Entries shown:
BEGIN
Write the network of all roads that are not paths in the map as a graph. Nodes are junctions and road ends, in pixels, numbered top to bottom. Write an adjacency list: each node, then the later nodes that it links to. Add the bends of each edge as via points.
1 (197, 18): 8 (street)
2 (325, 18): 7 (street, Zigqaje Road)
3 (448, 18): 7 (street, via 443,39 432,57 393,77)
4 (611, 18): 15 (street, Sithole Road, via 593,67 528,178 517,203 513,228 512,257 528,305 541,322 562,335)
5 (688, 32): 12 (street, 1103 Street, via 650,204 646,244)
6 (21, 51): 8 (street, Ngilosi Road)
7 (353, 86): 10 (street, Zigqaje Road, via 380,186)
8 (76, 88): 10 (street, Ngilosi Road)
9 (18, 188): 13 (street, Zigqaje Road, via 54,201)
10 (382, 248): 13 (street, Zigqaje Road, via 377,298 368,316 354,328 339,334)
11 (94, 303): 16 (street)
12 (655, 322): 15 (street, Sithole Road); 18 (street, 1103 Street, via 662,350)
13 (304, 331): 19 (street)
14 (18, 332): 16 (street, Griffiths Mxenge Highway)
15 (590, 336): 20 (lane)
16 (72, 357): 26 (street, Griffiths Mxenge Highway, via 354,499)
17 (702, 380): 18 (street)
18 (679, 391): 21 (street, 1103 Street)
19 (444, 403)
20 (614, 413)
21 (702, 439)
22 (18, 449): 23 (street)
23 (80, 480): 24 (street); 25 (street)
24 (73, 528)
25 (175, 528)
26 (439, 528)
END
Exercise:
Print the data in full, with each line exactly as given.

Exercise response:
Write the network of all roads that are not paths in the map as a graph. Nodes are junctions and road ends, in pixels, numbered top to bottom. Write an adjacency list: each node, then the later nodes that it links to. Add the bends of each edge as via points.
1 (197, 18): 8 (street)
2 (325, 18): 7 (street, Zigqaje Road)
3 (448, 18): 7 (street, via 443,39 432,57 393,77)
4 (611, 18): 15 (street, Sithole Road, via 593,67 528,178 517,203 513,228 512,257 528,305 541,322 562,335)
5 (688, 32): 12 (street, 1103 Street, via 650,204 646,244)
6 (21, 51): 8 (street, Ngilosi Road)
7 (353, 86): 10 (street, Zigqaje Road, via 380,186)
8 (76, 88): 10 (street, Ngilosi Road)
9 (18, 188): 13 (street, Zigqaje Road, via 54,201)
10 (382, 248): 13 (street, Zigqaje Road, via 377,298 368,316 354,328 339,334)
11 (94, 303): 16 (street)
12 (655, 322): 15 (street, Sithole Road); 18 (street, 1103 Street, via 662,350)
13 (304, 331): 19 (street)
14 (18, 332): 16 (street, Griffiths Mxenge Highway)
15 (590, 336): 20 (lane)
16 (72, 357): 26 (street, Griffiths Mxenge Highway, via 354,499)
17 (702, 380): 18 (street)
18 (679, 391): 21 (street, 1103 Street)
19 (444, 403)
20 (614, 413)
21 (702, 439)
22 (18, 449): 23 (street)
23 (80, 480): 24 (street); 25 (street)
24 (73, 528)
25 (175, 528)
26 (439, 528)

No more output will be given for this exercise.